He keeps looking? I tried to shag. I invited him to this table but he went to ze other one! If he shaves his 'tache I would totally hit it.
im stripping for him via video chat, but the sound is turned off cause his students are taking a test
Change your flight to Denver. That's where my penis is.
just wokeup with my ethics textbook on my chest, animal crakers in my mouth and my dick in my hand. even aristotle doesn't have a theory for this one
He bought me a flower. He's totally getting head every day for a week.

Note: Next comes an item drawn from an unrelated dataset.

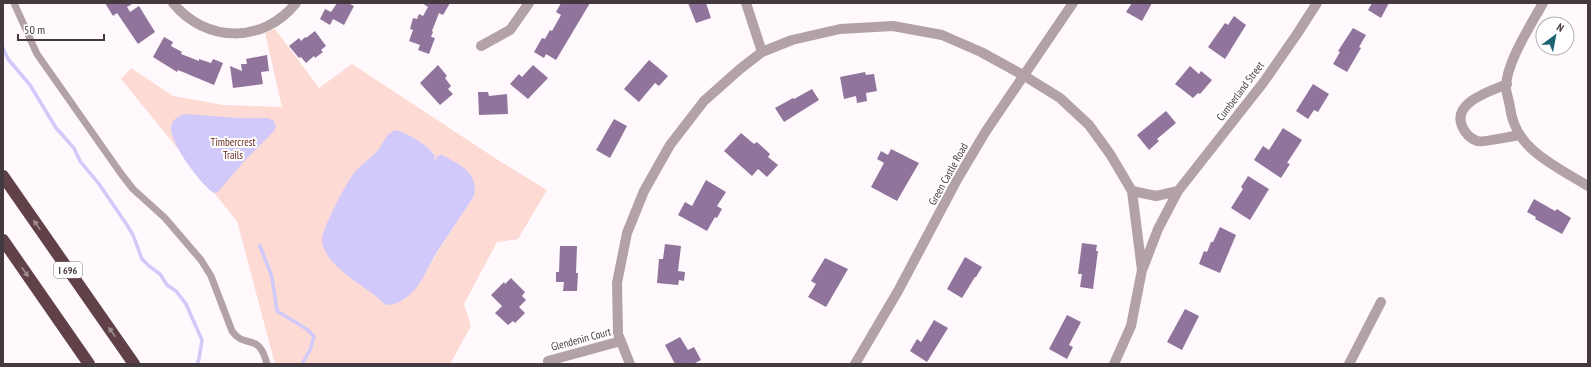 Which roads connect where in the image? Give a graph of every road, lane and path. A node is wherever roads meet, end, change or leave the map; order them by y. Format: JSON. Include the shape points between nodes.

We ran out of toilet paper the last week, so we just took showers to pee
Repeat the weekend mantra. "I like boys with teeth, I need boys with teeth, I deserve boys with teeth, I will have boys with teeth".
I need to beat up a magician now. BRB.
pretty sure I just got a "sorry I have a new boyfriend" blow job. Confused, but totally ok with it.
You told me that you were mad me because I wouldn't let you 'explore my castle'. Then you said I smelled like a hospital and passed out.
I Pavlov-trained him by smacking him in the nuts anytime I caught him looking at another girl in public. To this day, he's afraid to break eye contact with me in a restaurant if a tall busty blonde walks in.
The name of the man in your bed is not Ryan. I can't remember what his name is but that is wrong
Was just at a stoplight and some kid was smoking a blunt and we smiled at him and he offered to pass it between cars... Only in Rockford
I hate when I'm sexting and I make a typo.
You just killed the sext mood.
I know you would never do it--but if I ever walk into your house and find a "live love laugh" ANYTHING, I will commit you to an asylum. If it is a vinyl decal adhered to the wall, I will just smother you myself.